The Globe Tobacco Building is a manufacturing building located at 407 East Fort Street in Downtown Detroit, Michigan. It is the oldest tobacco manufactory extant in Detroit, and is listed by the National Register of Historic Places.

==History==
The tobacco industry was a leading component of Detroit's economy during the latter half of the nineteenth century, and by the 1890s was the largest industry in the city. Globe Tobacco, which was one of the largest five manufacturers in the city, was established in 1871 by O. P. Hazard, Thomas McGraw, Hiram Walker, and William Moore. The company was originally located on Atwater Street, and by 1878 manufactured about 300,000 pounds of tobacco annually. The company was incorporated in 1880, and by 1883 production was over 1,300,000 pounds annually.

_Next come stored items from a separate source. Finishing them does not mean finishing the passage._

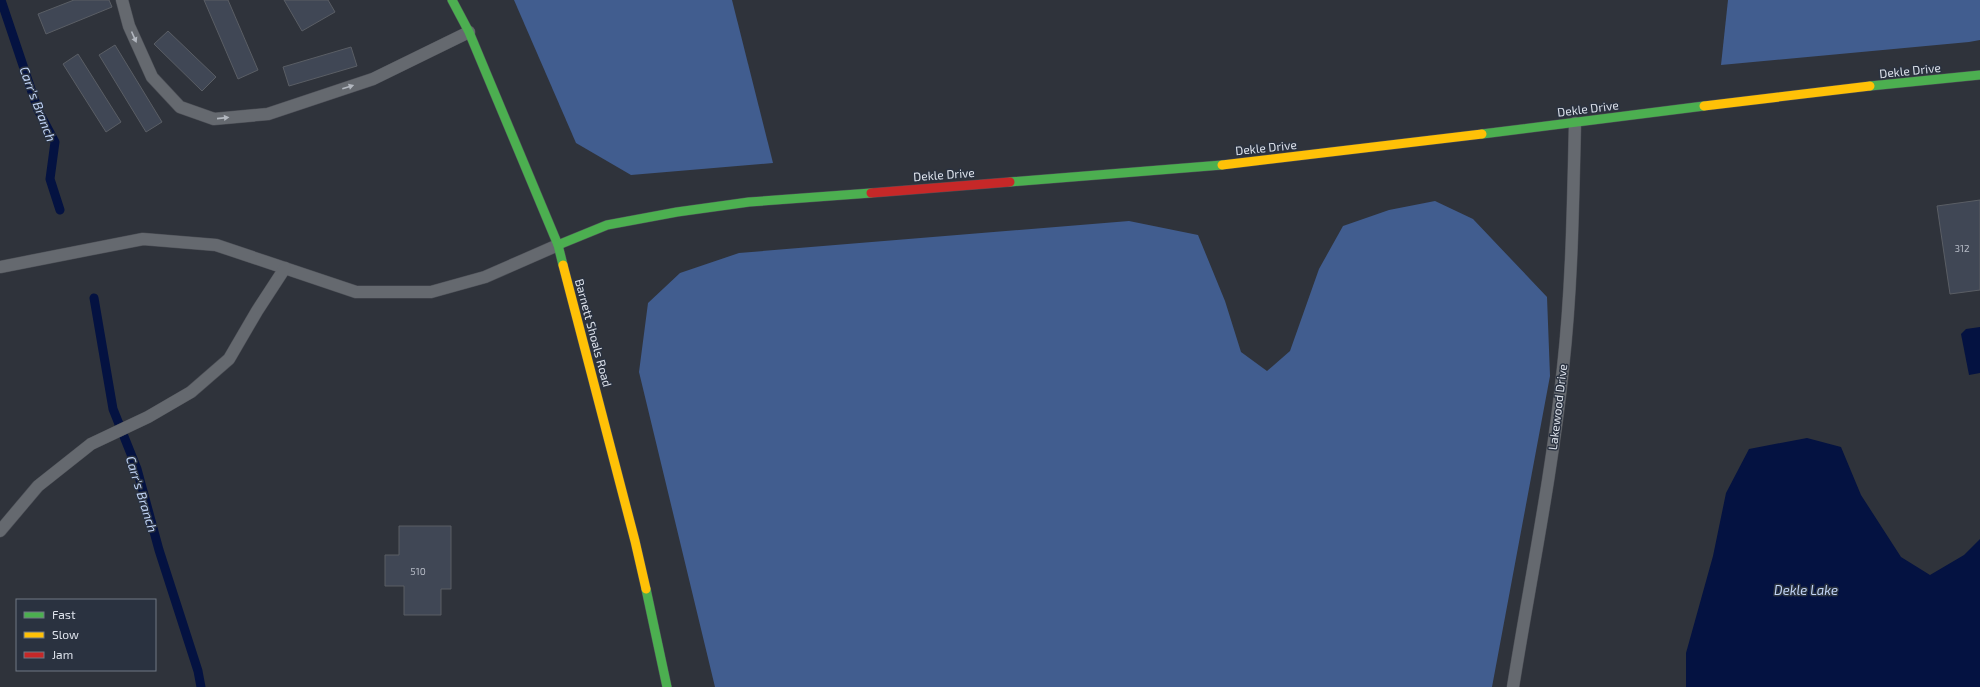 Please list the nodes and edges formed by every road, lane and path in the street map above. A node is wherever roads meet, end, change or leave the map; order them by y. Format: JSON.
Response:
{"nodes":[{"id":1,"x":122,"y":0,"type":"edge"},
{"id":2,"x":452,"y":0,"type":"edge"},
{"id":3,"x":468,"y":32,"type":"junction"},
{"id":4,"x":1980,"y":75,"type":"edge"},
{"id":5,"x":1575,"y":123,"type":"junction"},
{"id":6,"x":558,"y":244,"type":"junction"},
{"id":7,"x":0,"y":267,"type":"edge"},
{"id":8,"x":285,"y":268,"type":"junction"},
{"id":9,"x":0,"y":531,"type":"edge"},
{"id":10,"x":667,"y":687,"type":"edge"},
{"id":11,"x":1513,"y":687,"type":"edge"}],
"edges":[{"from":1,"to":3,"type":"lane","one_way":true},
{"from":2,"to":3,"type":"street","name":"Barnett Shoals Road"},
{"from":3,"to":6,"type":"street","name":"Barnett Shoals Road"},
{"from":4,"to":5,"type":"street","name":"Dekle Drive"},
{"from":5,"to":6,"type":"street","name":"Dekle Drive"},
{"from":5,"to":11,"type":"lane","name":"Lakewood Drive"},
{"from":6,"to":8,"type":"lane"},
{"from":6,"to":10,"type":"street","name":"Barnett Shoals Road"},
{"from":7,"to":8,"type":"lane"},
{"from":8,"to":9,"type":"lane"}]} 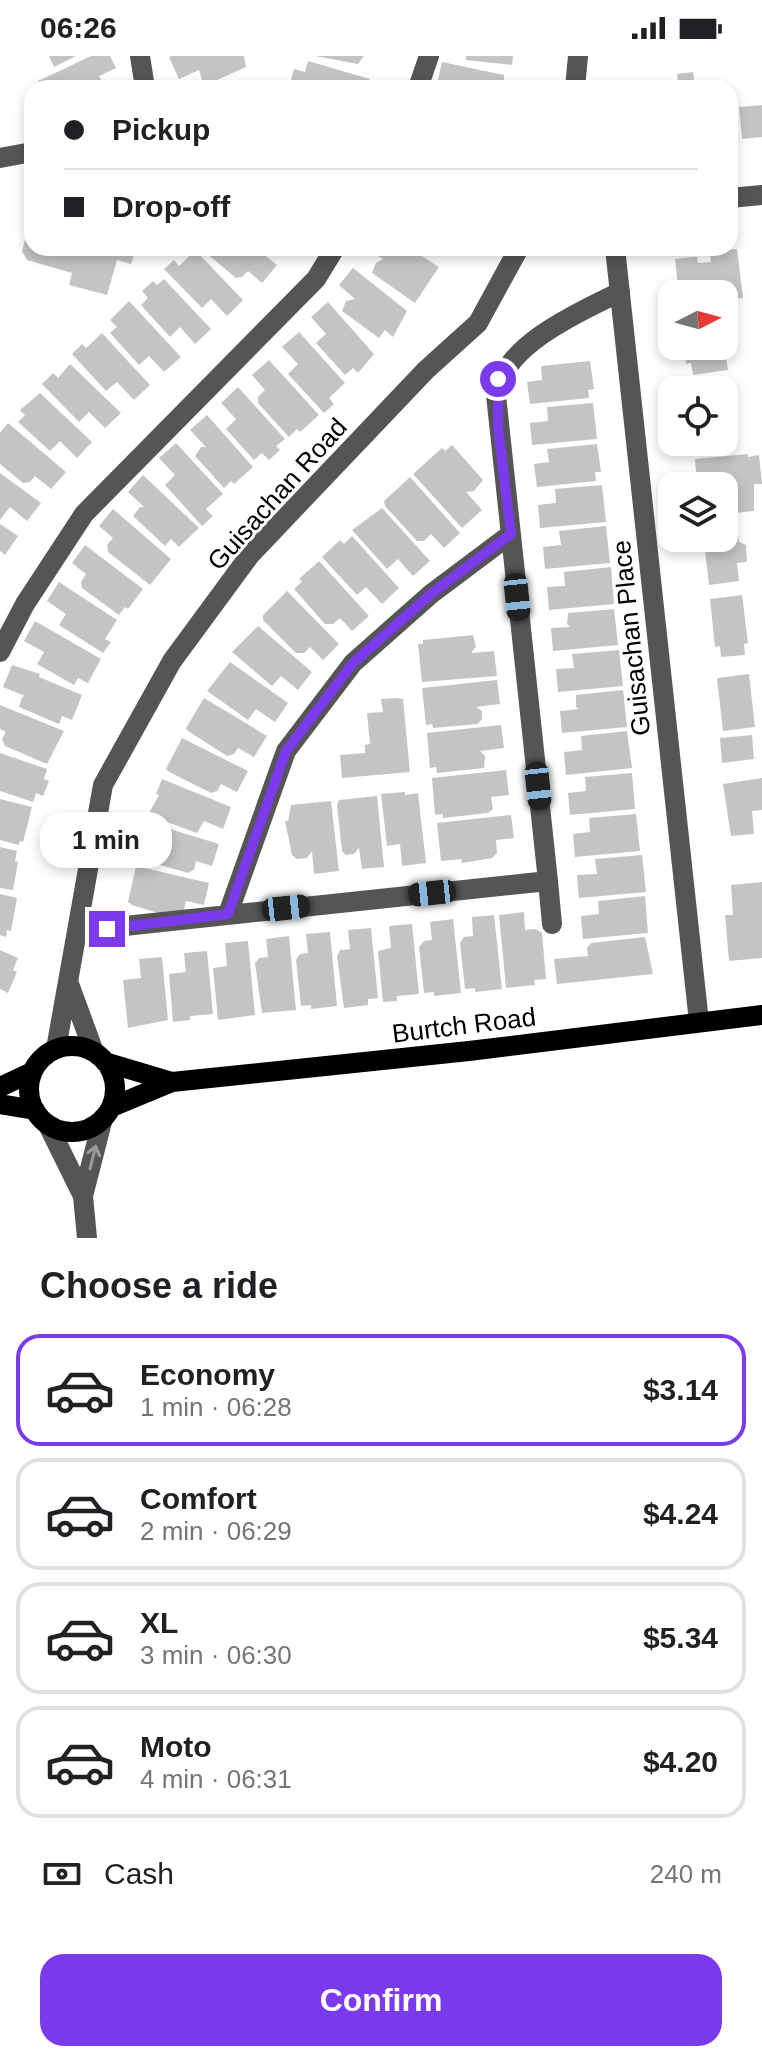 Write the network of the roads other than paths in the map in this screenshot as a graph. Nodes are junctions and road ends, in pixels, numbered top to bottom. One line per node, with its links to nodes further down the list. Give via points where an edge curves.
1 (140, 56): 4 (street)
2 (429, 56): 5 (street)
3 (578, 56): 6 (street)
4 (144, 80)
5 (421, 80)
6 (576, 80)
7 (24, 154): 8 (street)
8 (0, 158)
9 (762, 195): 10 (street)
10 (738, 197)
11 (330, 256): 16 (street, via 316,279 84,514)
12 (515, 256): 20 (street, Guisachan Road, via 478,323 426,370 250,555 172,661 103,785)
13 (616, 256): 14 (street, Guisachan Place)
14 (620, 292): 15 (street, via 552,328 511,360 498,379 498,427); 23 (street, Guisachan Place)
15 (511, 534): 17 (street); 18 (street, via 431,594 353,663 286,751)
16 (0, 652)
17 (548, 881): 18 (street); 19 (street)
18 (228, 914): 20 (street)
19 (552, 924)
20 (78, 931): 21 (street, Guisachan Road)
21 (69, 984): 24 (street, Guisachan Road); 25 (street, Guisachan Road)
22 (762, 1015): 23 (main road, Burtch Road)
23 (699, 1022): 27 (main road, Burtch Road)
24 (56, 1049): 25 (main road, via 70,1045); 26 (main road)
25 (100, 1057): 27 (main road, Burtch Road); 30 (main road, via 116,1082)
26 (32, 1072): 28 (main road); 31 (main road, via 28,1089)
27 (172, 1082): 30 (main road, Burtch Road)
28 (0, 1087)
29 (0, 1104): 31 (main road)
30 (108, 1112): 31 (main road, via 77,1131 62,1131); 32 (street, one-way to 30)
31 (41, 1117): 32 (street)
32 (83, 1196): 33 (street)
33 (87, 1238) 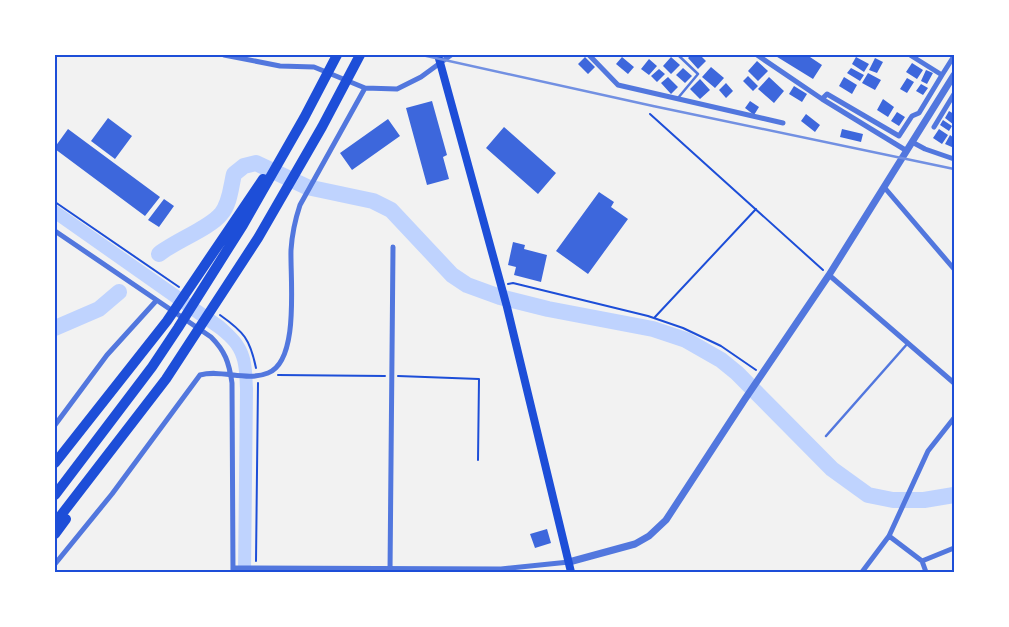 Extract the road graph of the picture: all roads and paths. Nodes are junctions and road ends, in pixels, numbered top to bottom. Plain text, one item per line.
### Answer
1 (224, 55) edge
2 (337, 55) edge
3 (360, 55) edge
4 (451, 55) edge
5 (589, 55) edge
6 (678, 55) edge
7 (757, 55) edge
8 (910, 55) edge
9 (954, 56) edge
10 (439, 59) edge
11 (954, 74) edge
12 (942, 75) junction
13 (365, 88) junction
14 (954, 94) edge
15 (678, 98) junction
16 (822, 99) junction
17 (650, 114) dead end
18 (304, 118) junction
19 (783, 123) dead end
20 (934, 127) dead end
21 (912, 142) junction
22 (907, 151) junction
23 (954, 160) edge
24 (884, 187) junction
25 (55, 202) edge
26 (756, 210) junction
27 (55, 231) edge
28 (393, 247) dead end
29 (954, 269) edge
30 (829, 275) junction
31 (501, 285) junction
32 (185, 291) dead end
33 (156, 300) junction
34 (220, 315) dead end
35 (654, 318) junction
36 (908, 343) junction
37 (271, 371) junction
38 (233, 374) junction
39 (258, 375) junction
40 (392, 376) junction
41 (760, 377) junction
42 (954, 383) edge
43 (954, 418) edge
44 (55, 425) edge
45 (826, 436) dead end
46 (120, 440) junction
47 (478, 460) dead end
48 (55, 463) edge
49 (106, 491) dead end
50 (112, 494) junction
51 (55, 495) edge
52 (55, 524) edge
53 (55, 534) edge
54 (889, 536) junction
55 (954, 548) edge
56 (922, 561) junction
57 (569, 562) junction
58 (55, 564) edge
59 (256, 568) junction
60 (233, 570) edge
61 (501, 570) edge
62 (390, 571) edge
63 (571, 572) edge
64 (862, 572) edge
65 (926, 572) edge

1 - 13 street
2 - 18 highway
3 - 46 highway
4 - 10 street
5 - 15 street
6 - 15 lane
7 - 16 street
8 - 12 street
9 - 12 street
10 - 13 street
10 - 31 main road
11 - 21 street
12 - 16 street
13 - 37 street
14 - 20 street
15 - 19 street
16 - 22 street
17 - 26 path
18 - 48 highway
18 - 51 highway
21 - 22 street
21 - 23 street
22 - 24 street
24 - 29 street
24 - 30 street
25 - 32 path
26 - 30 path
26 - 35 path
27 - 33 street
28 - 40 street
30 - 36 street
30 - 41 street
31 - 35 path
31 - 57 main road
33 - 38 street
33 - 44 street
34 - 39 path
35 - 41 path
36 - 42 street
36 - 45 lane
37 - 39 street
37 - 40 path
38 - 39 street
38 - 50 street
38 - 60 street
39 - 59 path
40 - 47 path
40 - 62 street
41 - 57 street
43 - 54 street
46 - 52 highway
46 - 53 highway
49 - 50 street
50 - 58 street
54 - 56 street
54 - 64 street
55 - 56 street
56 - 65 street
57 - 61 street
57 - 63 main road
59 - 60 street
59 - 62 street
61 - 62 street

By 1888, the company had outgrown its facility on Atwater, and decided to construct a new facility. The company hired Alexander Chapoton to build the factory, and construction began in 1888. By 1892, Globe production was up to 2.5 million pounds annually. However, by 1916, the property was transferred to trustees, and by 1925 the Globe Tobacco Company was out of business. Various small manufacturers rented portions of the building from 1916 until well into the 1970s. The building was listed on the National Register of Historic Places in 1984.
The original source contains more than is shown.